# OMG HOW TINY



## KJsChihuahuas (Jan 6, 2005)

hehe She is a little peanut! This is Liberty. Can you say OMG TINY!! I think she is the smallest Chihuahua I have ever bred or had :shock: 










Liberty Asleep in a Coffee cup :shock:


----------



## Ruby's Ma (Jun 15, 2004)

OMG! she's so gorgeous and tiny! what a little darling baby :binky: I'm surprised she didn't get stuck in that mug, What a place to sleep!!!


----------



## Nona (Mar 27, 2005)

Wow, those pups are really tiny....are you planning on keeping them both?


----------



## OzzyAndLilysMom (Mar 9, 2004)

Its the same pup and shes keeping her :wave: 

Lori she is adorable - I want too see more of her - how much does she weigh now :wave:


----------



## Jayne (Jul 8, 2005)

Shes really cute , i love the second pic x


----------



## Unique (Apr 11, 2005)

Hi!

Gosh I am in love with her!
Shes soooo tiny..lovely.
I´d take her right away :lol: 
She´d even get a nicer bet than a mug lol

xx,

Nadine.


----------



## purpleboy2 (Apr 2, 2005)

shes so tiny


----------



## nabi (Nov 25, 2004)

So precious and fragile looking...just lovely !


----------



## mychisangel (May 6, 2005)

She is such a precious wee angel. :angel1:


----------



## Nona (Mar 27, 2005)

Is it! 
The coat colour looks so different in both pictures, must be the flash!

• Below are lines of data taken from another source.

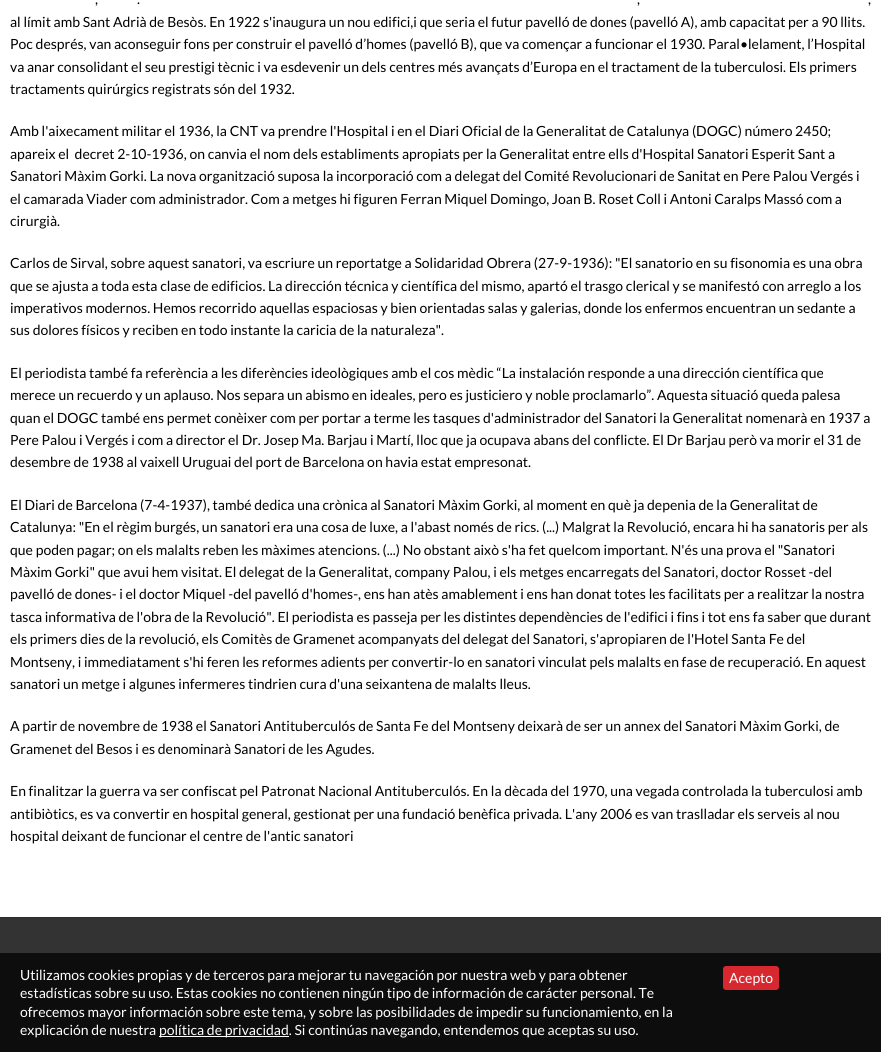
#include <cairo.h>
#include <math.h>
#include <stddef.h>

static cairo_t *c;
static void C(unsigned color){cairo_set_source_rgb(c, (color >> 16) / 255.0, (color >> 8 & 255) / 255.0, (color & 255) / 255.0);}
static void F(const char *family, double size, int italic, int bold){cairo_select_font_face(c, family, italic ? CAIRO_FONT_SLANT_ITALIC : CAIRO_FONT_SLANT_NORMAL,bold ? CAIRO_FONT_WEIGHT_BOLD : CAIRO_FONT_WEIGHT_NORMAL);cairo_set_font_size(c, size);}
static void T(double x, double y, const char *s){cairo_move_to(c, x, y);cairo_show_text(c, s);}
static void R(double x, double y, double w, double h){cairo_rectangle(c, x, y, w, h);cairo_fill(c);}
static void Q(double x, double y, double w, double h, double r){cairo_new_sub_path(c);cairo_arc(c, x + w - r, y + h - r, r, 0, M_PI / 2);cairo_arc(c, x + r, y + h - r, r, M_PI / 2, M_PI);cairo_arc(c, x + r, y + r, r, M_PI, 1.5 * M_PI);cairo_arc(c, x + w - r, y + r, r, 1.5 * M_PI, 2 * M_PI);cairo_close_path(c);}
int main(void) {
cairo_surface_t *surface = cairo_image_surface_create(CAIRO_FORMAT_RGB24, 881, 1052);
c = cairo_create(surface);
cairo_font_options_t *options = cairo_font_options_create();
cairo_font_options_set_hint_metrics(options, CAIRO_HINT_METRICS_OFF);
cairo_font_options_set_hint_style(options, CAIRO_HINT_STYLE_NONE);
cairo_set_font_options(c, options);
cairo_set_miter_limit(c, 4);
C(0xffffff);
cairo_paint(c);
F("Lato",14,0,0);
C(0x000000);
T(95,4,",");
T(137,4,".");
T(637,4,",");
T(868,4,",");
T(10,27,"al límit amb Sant Adrià de Besòs. En 1922 s'inaugura un nou edifici,i que seria el futur pavelló de dones (pavelló A), amb capacitat per a 90 llits.");
T(10,49,"Poc després, van aconseguir fons per construir el pavelló d’homes (pavelló B), que va començar a funcionar el 1930. Paral•lelament, l’Hospital");
T(10,72,"va anar consolidant el seu prestigi tècnic i va esdevenir un dels centres més avançats d’Europa en el tractament de la tuberculosi. Els primers");
T(10,94,"tractaments quirúrgics registrats són del 1932.");
T(10,136,"Amb l'aixecament militar el 1936, la CNT va prendre l'Hospital i en el Diari Oficial de la Generalitat de Catalunya (DOGC) número 2450;");
T(10,159,"apareix el  decret 2-10-1936, on canvia el nom dels establiments apropiats per la Generalitat entre ells d'Hospital Sanatori Esperit Sant a");
T(10,181,"Sanatori Màxim Gorki. La nova organització suposa la incorporació com a delegat del Comité Revolucionari de Sanitat en Pere Palou Vergés i");
T(10,204,"el camarada Viader com administrador. Com a metges hi figuren Ferran Miquel Domingo, Joan B. Roset Coll i Antoni Caralps Massó com a");
T(10,226,"cirurgià.");
T(10,268,"Carlos de Sirval, sobre aquest sanatori, va escriure un reportatge a Solidaridad Obrera (27-9-1936): \"El sanatorio en su fisonomia es una obra");
T(10,291,"que se ajusta a toda esta clase de edificios. La dirección técnica y científica del mismo, apartó el trasgo clerical y se manifestó con arreglo a los");
T(10,313,"imperativos modernos. Hemos recorrido aquellas espaciosas y bien orientadas salas y galerias, donde los enfermos encuentran un sedante a");
T(10,335,"sus dolores físicos y reciben en todo instante la caricia de la naturaleza\".");
T(10,378,"El periodista també fa referència a les diferències ideològiques amb el cos mèdic “La instalación responde a una dirección científica que");
T(10,400,"merece un recuerdo y un aplauso. Nos separa un abismo en ideales, pero es justiciero y noble proclamarlo”. Aquesta situació queda palesa");
T(10,423,"quan el DOGC també ens permet conèixer com per portar a terme les tasques d'administrador del Sanatori la Generalitat nomenarà en 1937 a");
T(10,445,"Pere Palou i Vergés i com a director el Dr. Josep Ma. Barjau i Martí, lloc que ja ocupava abans del conflicte. El Dr Barjau però va morir el 31 de");
T(10,467,"desembre de 1938 al vaixell Uruguai del port de Barcelona on havia estat empresonat.");
T(10,510,"El Diari de Barcelona (7-4-1937), també dedica una crònica al Sanatori Màxim Gorki, al moment en què ja depenia de la Generalitat de");
T(10,532,"Catalunya: \"En el règim burgés, un sanatori era una cosa de luxe, a l'abast només de rics. (...) Malgrat la Revolució, encara hi ha sanatoris per als");
T(10,555,"que poden pagar; on els malalts reben les màximes atencions. (...) No obstant això s'ha fet quelcom important. N'és una prova el \"Sanatori");
T(10,577,"Màxim Gorki\" que avui hem visitat. El delegat de la Generalitat, company Palou, i els metges encarregats del Sanatori, doctor Rosset -del");
T(10,599,"pavelló de dones- i el doctor Miquel -del pavelló d'homes-, ens han atès amablement i ens han donat totes les facilitats per a realitzar la nostra");
T(10,622,"tasca informativa de l'obra de la Revolució\". El periodista es passeja per les distintes dependències de l'edifici i fins i tot ens fa saber que durant");
T(10,644,"els primers dies de la revolució, els Comitès de Gramenet acompanyats del delegat del Sanatori, s'apropiaren de l'Hotel Santa Fe del");
T(10,667,"Montseny, i immediatament s'hi feren les reformes adients per convertir-lo en sanatori vinculat pels malalts en fase de recuperació. En aquest");
T(10,689,"sanatori un metge i algunes infermeres tindrien cura d'una seixantena de malalts lleus.");
T(10,731,"A partir de novembre de 1938 el Sanatori Antituberculós de Santa Fe del Montseny deixarà de ser un annex del Sanatori Màxim Gorki, de");
T(10,754,"Gramenet del Besos i es denominarà Sanatori de les Agudes.");
T(10,796,"En finalitzar la guerra va ser confiscat pel Patronat Nacional Antituberculós. En la dècada del 1970, una vegada controlada la tuberculosi amb");
T(10,819,"antibiòtics, es va convertir en hospital general, gestionat per una fundació benèfica privada. L'any 2006 es van traslladar els serveis al nou");
T(10,841,"hospital deixant de funcionar el centre de l'antic sanatori");
C(0x333333);
R(0,918,881,134);
C(0x2b2b2b);
R(0,917,881,1);
cairo_set_source_rgba(c,0,0,0,0.75);
R(0,953,881,99);
C(0xffffff);
T(20,980,"Utilizamos cookies propias y de terceros para mejorar tu navegación por nuestra web y para obtener");
T(20,998,"estadísticas sobre su uso. Estas cookies no contienen ningún tipo de información de carácter personal. Te");
T(20,1017,"ofrecemos mayor información sobre este tema, y sobre las posibilidades de impedir su funcionamiento, en la");
T(20,1035,"explicación de nuestra");
R(159,1036,130,1);
T(159,1035,"política de privacidad. Si continúas navegando, entendemos que aceptas su uso.");
C(0xd7282f);
Q(723,966,56,24,3);
cairo_fill(c);
C(0xffffff);
T(729,983,"Acepto");
cairo_surface_write_to_png(surface, "o.png");
cairo_font_options_destroy(options);
cairo_destroy(c);
cairo_surface_destroy(surface);
return 0;
}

She's so cute, but soooo tiny and fragile looking.
She has lovely eyes.


----------



## Rachael Polachek (Feb 19, 2005)

I finally get it... there are no tea cup chi's but there obviously are coffee cup chi's. :lol: 

How big do you expect her to get? Can't wait to watch her grow up.


----------



## luv4mygirls (Feb 20, 2005)

i'd stop my quest for a boy for her lol 


and i'd even come stay a week hehehe


----------



## xx-nathalie-xx (Jan 10, 2005)

omg so tiny!!! :shock: :shock: she's going to be such a pretty little girl !!! 

kisses nat


----------



## ilovesadie (Jun 1, 2004)

OMG what a beautiful tiny little girl!!!


----------



## jmepap (Jul 21, 2005)

I can't believe how small she is! What a cutie. Keep us updated.


----------



## KJsChihuahuas (Jan 6, 2005)

Rachael Polachek said:


> I finally get it... there are no tea cup chi's but there obviously are coffee cup chi's. :lol:
> 
> How big do you expect her to get? Can't wait to watch her grow up.

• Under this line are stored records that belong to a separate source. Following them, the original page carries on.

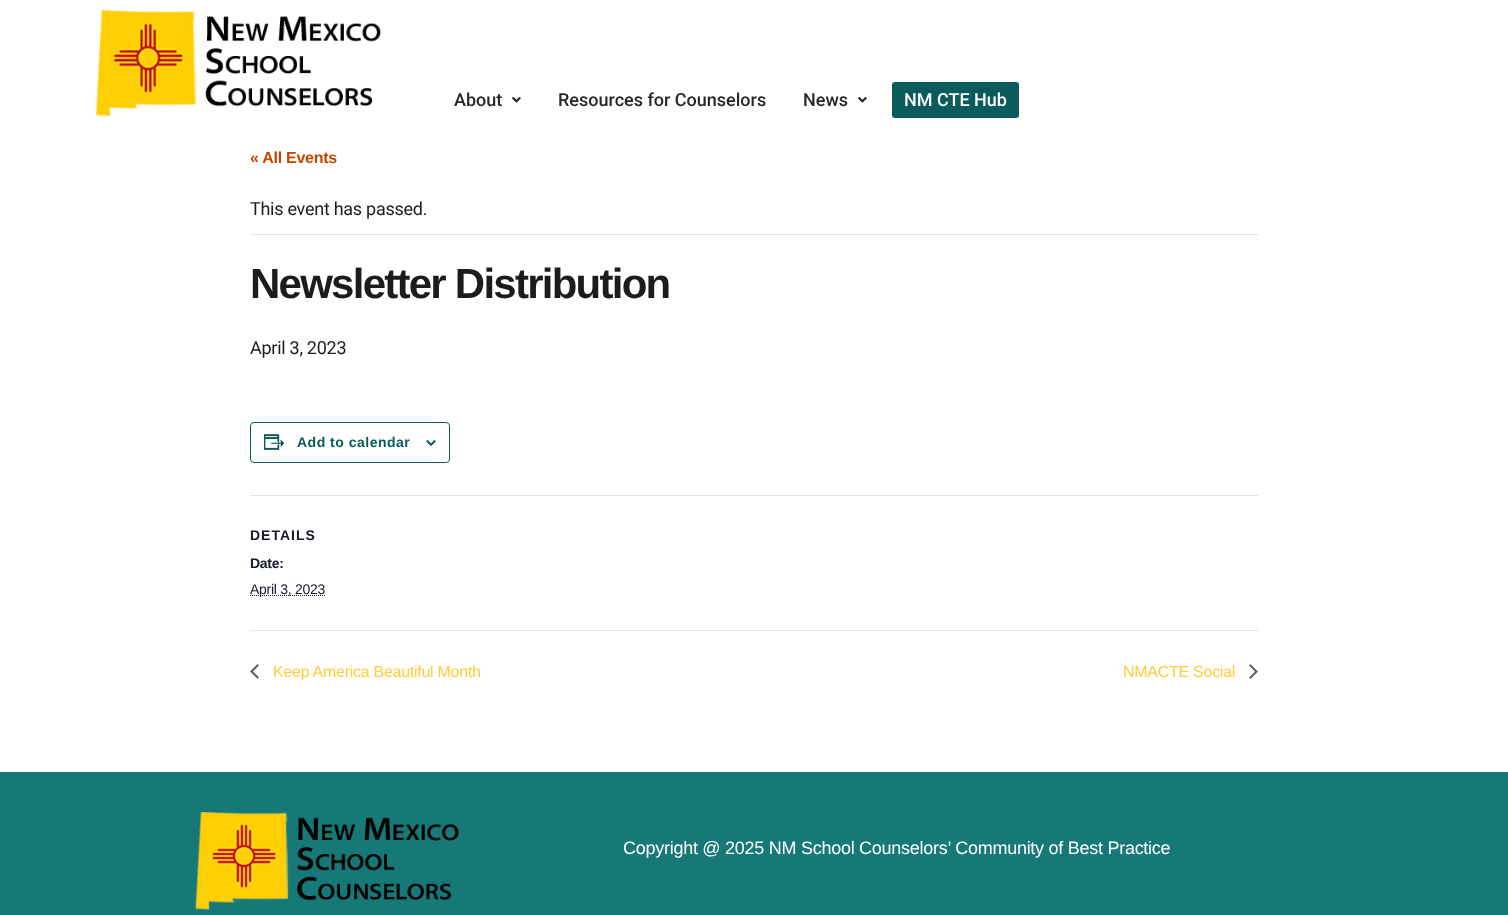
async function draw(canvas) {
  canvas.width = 1508
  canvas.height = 915
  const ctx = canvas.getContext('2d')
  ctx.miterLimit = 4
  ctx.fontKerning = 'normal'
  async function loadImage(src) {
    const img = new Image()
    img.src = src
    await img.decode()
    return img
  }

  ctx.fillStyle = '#fff'
  ctx.fillRect(0, 0, 1508, 915)
  ctx.drawImage(await loadImage('image0.png'), 95, 10, 286, 107)
  ctx.font = '500 18px Roboto'
  ctx.fillStyle = '#252729'
  ctx.fillText('About', 454, 106)
  ctx.drawImage(await loadImage('image1.png'), 512, 97, 9, 6)
  ctx.fillText('Resources for Counselors', 558, 106)
  ctx.fillText('News', 803, 106)
  ctx.drawImage(await loadImage('image1.png'), 858, 97, 9, 6)
  ctx.fillStyle = '#095c5b'
  ctx.beginPath()
  ctx.roundRect(892, 82, 127, 36, 3)
  ctx.fill()
  ctx.fillStyle = '#fff'
  ctx.fillText('NM CTE Hub', 904, 106)
  ctx.letterSpacing = '-0.27px'
  ctx.font = 'bold 16px Liberation Sans'
  ctx.fillStyle = '#c44700'
  ctx.fillText('« All Events', 250, 163)
  ctx.fillStyle = '#e4e4e4'
  ctx.fillRect(250, 234, 1008, 1)
  ctx.font = '18px Roboto'
  ctx.fillStyle = '#1c1c1c'
  ctx.fillText('This event has passed.', 250, 215)
  ctx.letterSpacing = '-1.75px'
  ctx.font = 'bold 42px Liberation Sans'
  ctx.fillText('Newsletter Distribution', 250, 298)
  ctx.letterSpacing = '-0.27px'
  ctx.font = '18px Roboto'
  ctx.fillText('April 3, 2023', 250, 354)
  ctx.beginPath()
  ctx.roundRect(250.5, 422.5, 199, 40, 3.5)
  ctx.strokeStyle = '#095c5b'
  ctx.stroke()
  ctx.drawImage(await loadImage('image2.png'), 264, 434, 21, 16)
  ctx.letterSpacing = '0.5px'
  ctx.font = 'bold 14px Liberation Sans'
  ctx.fillStyle = '#095c5b'
  ctx.fillText('Add to calendar', 297, 447)
  ctx.drawImage(await loadImage('image3.png'), 426, 440, 10, 6)
  ctx.fillStyle = '#e4e4e4'
  ctx.fillRect(250, 495, 1008, 1)
  ctx.letterSpacing = '1px'
  ctx.fillStyle = '#141827'
  ctx.fillText('DETAILS', 250, 540)
  ctx.letterSpacing = '-0.27px'
  ctx.fillText('Date:', 250, 568)
  ctx.beginPath()
  ctx.moveTo(250, 595.5)
  ctx.lineTo(325, 595.5)
  ctx.strokeStyle = '#141827'
  ctx.setLineDash([1, 1])
  ctx.stroke()
  ctx.font = '14px Liberation Sans'
  ctx.fillText('April 3, 2023', 250, 594)
  ctx.fillStyle = '#e4e4e4'
  ctx.fillRect(250, 630, 1008, 1)
  ctx.drawImage(await loadImage('image4.png'), 250, 664, 9, 15)
  ctx.font = '16px Liberation Sans'
  ctx.fillStyle = '#fecc38'
  ctx.fillText('Keep America Beautiful Month', 273, 677)
  ctx.fillText('NMACTE Social', 1123, 677)
  ctx.drawImage(await loadImage('image5.png'), 1249, 664, 9, 15)
  ctx.fillStyle = '#167877'
  ctx.fillRect(0, 772, 1508, 143)
  ctx.drawImage(await loadImage('image6.png'), 195, 812, 264, 98)
  ctx.font = '18px Liberation Sans'
  ctx.fillStyle = '#fff'
  ctx.fillText('Copyright @ 2025 NM School Counselors’ Community of Best Practice', 623, 854)
}

draw(document.querySelector('canvas'))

I expect she will be around 1 1/2 to 2lbs. She is 4 weeks old and weighs 3 1/2 oz. :shock: She is starting to play with her bother and sister,its so cute to watch cause her head is WAY bigger than her wee little body, so she tips over and falls over alot :lol:


----------



## Soon2bechiowner (Apr 25, 2005)

Wow, shes georgeous. She was a great little apple dome. Are you going to show her? Are you interested in selling her, Ive always wanted a little girl.


----------



## KJsChihuahuas (Jan 6, 2005)

Soon2bechiowner said:


> Wow, shes georgeous. She was a great little apple dome. Are you going to show her? Are you interested in selling her, Ive always wanted a little girl.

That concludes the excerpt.